[Task] The response should consist of the data reproduced word for word.

═══ Data shown ═══

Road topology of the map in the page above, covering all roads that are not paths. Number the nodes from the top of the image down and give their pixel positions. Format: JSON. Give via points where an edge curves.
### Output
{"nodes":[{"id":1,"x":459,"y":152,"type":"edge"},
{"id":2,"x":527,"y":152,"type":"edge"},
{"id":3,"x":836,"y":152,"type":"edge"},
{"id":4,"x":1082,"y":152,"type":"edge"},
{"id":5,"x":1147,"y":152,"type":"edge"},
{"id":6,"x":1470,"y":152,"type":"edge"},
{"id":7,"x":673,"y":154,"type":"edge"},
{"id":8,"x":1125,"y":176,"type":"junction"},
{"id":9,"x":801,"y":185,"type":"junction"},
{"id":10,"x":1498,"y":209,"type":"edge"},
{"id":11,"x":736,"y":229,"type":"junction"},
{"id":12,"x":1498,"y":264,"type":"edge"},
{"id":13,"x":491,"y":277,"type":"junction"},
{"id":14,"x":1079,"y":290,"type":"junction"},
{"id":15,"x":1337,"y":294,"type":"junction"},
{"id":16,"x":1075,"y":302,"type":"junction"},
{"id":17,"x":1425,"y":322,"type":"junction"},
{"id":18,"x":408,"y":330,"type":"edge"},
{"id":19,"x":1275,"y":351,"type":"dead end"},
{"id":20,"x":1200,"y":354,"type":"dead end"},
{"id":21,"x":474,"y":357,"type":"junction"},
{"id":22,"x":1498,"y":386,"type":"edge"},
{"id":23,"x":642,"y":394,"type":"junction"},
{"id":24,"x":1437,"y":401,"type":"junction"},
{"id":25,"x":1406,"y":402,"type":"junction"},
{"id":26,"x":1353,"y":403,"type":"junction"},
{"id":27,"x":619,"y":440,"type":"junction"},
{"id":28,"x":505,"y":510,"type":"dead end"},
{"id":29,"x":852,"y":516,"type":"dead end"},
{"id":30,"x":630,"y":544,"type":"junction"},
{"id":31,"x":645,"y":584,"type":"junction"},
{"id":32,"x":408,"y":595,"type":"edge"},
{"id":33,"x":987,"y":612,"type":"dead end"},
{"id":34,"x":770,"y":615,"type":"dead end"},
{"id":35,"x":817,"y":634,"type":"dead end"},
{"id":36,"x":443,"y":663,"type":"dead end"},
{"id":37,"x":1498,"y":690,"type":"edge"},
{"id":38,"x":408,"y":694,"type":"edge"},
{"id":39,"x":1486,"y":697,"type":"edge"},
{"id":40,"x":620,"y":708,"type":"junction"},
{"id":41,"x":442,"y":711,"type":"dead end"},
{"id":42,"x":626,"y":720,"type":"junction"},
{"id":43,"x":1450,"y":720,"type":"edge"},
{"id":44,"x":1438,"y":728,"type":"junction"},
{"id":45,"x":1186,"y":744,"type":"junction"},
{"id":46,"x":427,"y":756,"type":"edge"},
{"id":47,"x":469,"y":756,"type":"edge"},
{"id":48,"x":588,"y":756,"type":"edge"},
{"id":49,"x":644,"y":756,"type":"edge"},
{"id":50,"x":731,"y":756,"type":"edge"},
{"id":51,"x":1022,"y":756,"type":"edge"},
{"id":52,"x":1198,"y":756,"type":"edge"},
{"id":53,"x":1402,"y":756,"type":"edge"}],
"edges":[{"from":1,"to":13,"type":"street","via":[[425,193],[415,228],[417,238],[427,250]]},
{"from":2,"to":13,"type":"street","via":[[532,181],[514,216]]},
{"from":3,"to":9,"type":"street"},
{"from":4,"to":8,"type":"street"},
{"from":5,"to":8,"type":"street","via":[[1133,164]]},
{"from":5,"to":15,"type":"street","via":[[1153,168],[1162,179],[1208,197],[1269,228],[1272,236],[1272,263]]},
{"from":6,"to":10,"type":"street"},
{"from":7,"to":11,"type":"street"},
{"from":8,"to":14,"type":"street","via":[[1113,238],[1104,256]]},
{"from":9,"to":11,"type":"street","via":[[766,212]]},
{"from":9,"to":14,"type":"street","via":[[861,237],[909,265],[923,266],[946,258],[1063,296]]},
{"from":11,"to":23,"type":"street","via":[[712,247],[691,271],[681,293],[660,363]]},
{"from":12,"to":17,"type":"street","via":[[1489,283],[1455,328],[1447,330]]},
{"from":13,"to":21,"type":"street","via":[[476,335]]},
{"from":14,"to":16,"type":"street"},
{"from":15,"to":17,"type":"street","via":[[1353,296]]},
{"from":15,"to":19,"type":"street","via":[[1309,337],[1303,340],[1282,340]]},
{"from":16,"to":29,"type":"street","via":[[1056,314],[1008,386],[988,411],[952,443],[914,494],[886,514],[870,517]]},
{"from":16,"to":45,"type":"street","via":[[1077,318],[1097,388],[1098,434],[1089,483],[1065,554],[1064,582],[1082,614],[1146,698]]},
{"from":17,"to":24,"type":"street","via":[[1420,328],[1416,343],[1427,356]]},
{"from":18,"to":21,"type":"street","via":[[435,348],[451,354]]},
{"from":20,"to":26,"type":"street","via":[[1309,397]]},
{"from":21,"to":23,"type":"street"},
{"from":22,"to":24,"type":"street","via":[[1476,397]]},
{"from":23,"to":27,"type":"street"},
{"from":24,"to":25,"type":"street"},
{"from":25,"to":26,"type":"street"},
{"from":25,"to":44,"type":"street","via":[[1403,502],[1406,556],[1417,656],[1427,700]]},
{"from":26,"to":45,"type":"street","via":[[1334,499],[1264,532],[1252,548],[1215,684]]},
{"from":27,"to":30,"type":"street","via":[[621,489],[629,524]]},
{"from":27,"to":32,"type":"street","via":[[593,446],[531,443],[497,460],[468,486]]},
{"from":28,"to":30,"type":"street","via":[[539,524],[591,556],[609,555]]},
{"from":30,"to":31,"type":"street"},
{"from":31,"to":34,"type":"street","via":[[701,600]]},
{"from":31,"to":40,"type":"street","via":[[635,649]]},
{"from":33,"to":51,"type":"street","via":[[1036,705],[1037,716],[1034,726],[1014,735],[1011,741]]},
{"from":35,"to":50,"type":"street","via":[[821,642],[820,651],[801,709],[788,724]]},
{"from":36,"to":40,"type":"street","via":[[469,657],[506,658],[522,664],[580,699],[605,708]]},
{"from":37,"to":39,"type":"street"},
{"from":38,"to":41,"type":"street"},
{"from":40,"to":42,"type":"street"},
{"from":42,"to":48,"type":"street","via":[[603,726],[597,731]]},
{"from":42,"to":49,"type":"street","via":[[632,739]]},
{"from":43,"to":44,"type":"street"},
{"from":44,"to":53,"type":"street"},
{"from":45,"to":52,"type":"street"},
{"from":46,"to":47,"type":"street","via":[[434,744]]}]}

═══

[Expected output]
Road topology of the map in the page above, covering all roads that are not paths. Number the nodes from the top of the image down and give their pixel positions. Format: JSON. Give via points where an edge curves.
### Output
{"nodes":[{"id":1,"x":459,"y":152,"type":"edge"},
{"id":2,"x":527,"y":152,"type":"edge"},
{"id":3,"x":836,"y":152,"type":"edge"},
{"id":4,"x":1082,"y":152,"type":"edge"},
{"id":5,"x":1147,"y":152,"type":"edge"},
{"id":6,"x":1470,"y":152,"type":"edge"},
{"id":7,"x":673,"y":154,"type":"edge"},
{"id":8,"x":1125,"y":176,"type":"junction"},
{"id":9,"x":801,"y":185,"type":"junction"},
{"id":10,"x":1498,"y":209,"type":"edge"},
{"id":11,"x":736,"y":229,"type":"junction"},
{"id":12,"x":1498,"y":264,"type":"edge"},
{"id":13,"x":491,"y":277,"type":"junction"},
{"id":14,"x":1079,"y":290,"type":"junction"},
{"id":15,"x":1337,"y":294,"type":"junction"},
{"id":16,"x":1075,"y":302,"type":"junction"},
{"id":17,"x":1425,"y":322,"type":"junction"},
{"id":18,"x":408,"y":330,"type":"edge"},
{"id":19,"x":1275,"y":351,"type":"dead end"},
{"id":20,"x":1200,"y":354,"type":"dead end"},
{"id":21,"x":474,"y":357,"type":"junction"},
{"id":22,"x":1498,"y":386,"type":"edge"},
{"id":23,"x":642,"y":394,"type":"junction"},
{"id":24,"x":1437,"y":401,"type":"junction"},
{"id":25,"x":1406,"y":402,"type":"junction"},
{"id":26,"x":1353,"y":403,"type":"junction"},
{"id":27,"x":619,"y":440,"type":"junction"},
{"id":28,"x":505,"y":510,"type":"dead end"},
{"id":29,"x":852,"y":516,"type":"dead end"},
{"id":30,"x":630,"y":544,"type":"junction"},
{"id":31,"x":645,"y":584,"type":"junction"},
{"id":32,"x":408,"y":595,"type":"edge"},
{"id":33,"x":987,"y":612,"type":"dead end"},
{"id":34,"x":770,"y":615,"type":"dead end"},
{"id":35,"x":817,"y":634,"type":"dead end"},
{"id":36,"x":443,"y":663,"type":"dead end"},
{"id":37,"x":1498,"y":690,"type":"edge"},
{"id":38,"x":408,"y":694,"type":"edge"},
{"id":39,"x":1486,"y":697,"type":"edge"},
{"id":40,"x":620,"y":708,"type":"junction"},
{"id":41,"x":442,"y":711,"type":"dead end"},
{"id":42,"x":626,"y":720,"type":"junction"},
{"id":43,"x":1450,"y":720,"type":"edge"},
{"id":44,"x":1438,"y":728,"type":"junction"},
{"id":45,"x":1186,"y":744,"type":"junction"},
{"id":46,"x":427,"y":756,"type":"edge"},
{"id":47,"x":469,"y":756,"type":"edge"},
{"id":48,"x":588,"y":756,"type":"edge"},
{"id":49,"x":644,"y":756,"type":"edge"},
{"id":50,"x":731,"y":756,"type":"edge"},
{"id":51,"x":1022,"y":756,"type":"edge"},
{"id":52,"x":1198,"y":756,"type":"edge"},
{"id":53,"x":1402,"y":756,"type":"edge"}],
"edges":[{"from":1,"to":13,"type":"street","via":[[425,193],[415,228],[417,238],[427,250]]},
{"from":2,"to":13,"type":"street","via":[[532,181],[514,216]]},
{"from":3,"to":9,"type":"street"},
{"from":4,"to":8,"type":"street"},
{"from":5,"to":8,"type":"street","via":[[1133,164]]},
{"from":5,"to":15,"type":"street","via":[[1153,168],[1162,179],[1208,197],[1269,228],[1272,236],[1272,263]]},
{"from":6,"to":10,"type":"street"},
{"from":7,"to":11,"type":"street"},
{"from":8,"to":14,"type":"street","via":[[1113,238],[1104,256]]},
{"from":9,"to":11,"type":"street","via":[[766,212]]},
{"from":9,"to":14,"type":"street","via":[[861,237],[909,265],[923,266],[946,258],[1063,296]]},
{"from":11,"to":23,"type":"street","via":[[712,247],[691,271],[681,293],[660,363]]},
{"from":12,"to":17,"type":"street","via":[[1489,283],[1455,328],[1447,330]]},
{"from":13,"to":21,"type":"street","via":[[476,335]]},
{"from":14,"to":16,"type":"street"},
{"from":15,"to":17,"type":"street","via":[[1353,296]]},
{"from":15,"to":19,"type":"street","via":[[1309,337],[1303,340],[1282,340]]},
{"from":16,"to":29,"type":"street","via":[[1056,314],[1008,386],[988,411],[952,443],[914,494],[886,514],[870,517]]},
{"from":16,"to":45,"type":"street","via":[[1077,318],[1097,388],[1098,434],[1089,483],[1065,554],[1064,582],[1082,614],[1146,698]]},
{"from":17,"to":24,"type":"street","via":[[1420,328],[1416,343],[1427,356]]},
{"from":18,"to":21,"type":"street","via":[[435,348],[451,354]]},
{"from":20,"to":26,"type":"street","via":[[1309,397]]},
{"from":21,"to":23,"type":"street"},
{"from":22,"to":24,"type":"street","via":[[1476,397]]},
{"from":23,"to":27,"type":"street"},
{"from":24,"to":25,"type":"street"},
{"from":25,"to":26,"type":"street"},
{"from":25,"to":44,"type":"street","via":[[1403,502],[1406,556],[1417,656],[1427,700]]},
{"from":26,"to":45,"type":"street","via":[[1334,499],[1264,532],[1252,548],[1215,684]]},
{"from":27,"to":30,"type":"street","via":[[621,489],[629,524]]},
{"from":27,"to":32,"type":"street","via":[[593,446],[531,443],[497,460],[468,486]]},
{"from":28,"to":30,"type":"street","via":[[539,524],[591,556],[609,555]]},
{"from":30,"to":31,"type":"street"},
{"from":31,"to":34,"type":"street","via":[[701,600]]},
{"from":31,"to":40,"type":"street","via":[[635,649]]},
{"from":33,"to":51,"type":"street","via":[[1036,705],[1037,716],[1034,726],[1014,735],[1011,741]]},
{"from":35,"to":50,"type":"street","via":[[821,642],[820,651],[801,709],[788,724]]},
{"from":36,"to":40,"type":"street","via":[[469,657],[506,658],[522,664],[580,699],[605,708]]},
{"from":37,"to":39,"type":"street"},
{"from":38,"to":41,"type":"street"},
{"from":40,"to":42,"type":"street"},
{"from":42,"to":48,"type":"street","via":[[603,726],[597,731]]},
{"from":42,"to":49,"type":"street","via":[[632,739]]},
{"from":43,"to":44,"type":"street"},
{"from":44,"to":53,"type":"street"},
{"from":45,"to":52,"type":"street"},
{"from":46,"to":47,"type":"street","via":[[434,744]]}]}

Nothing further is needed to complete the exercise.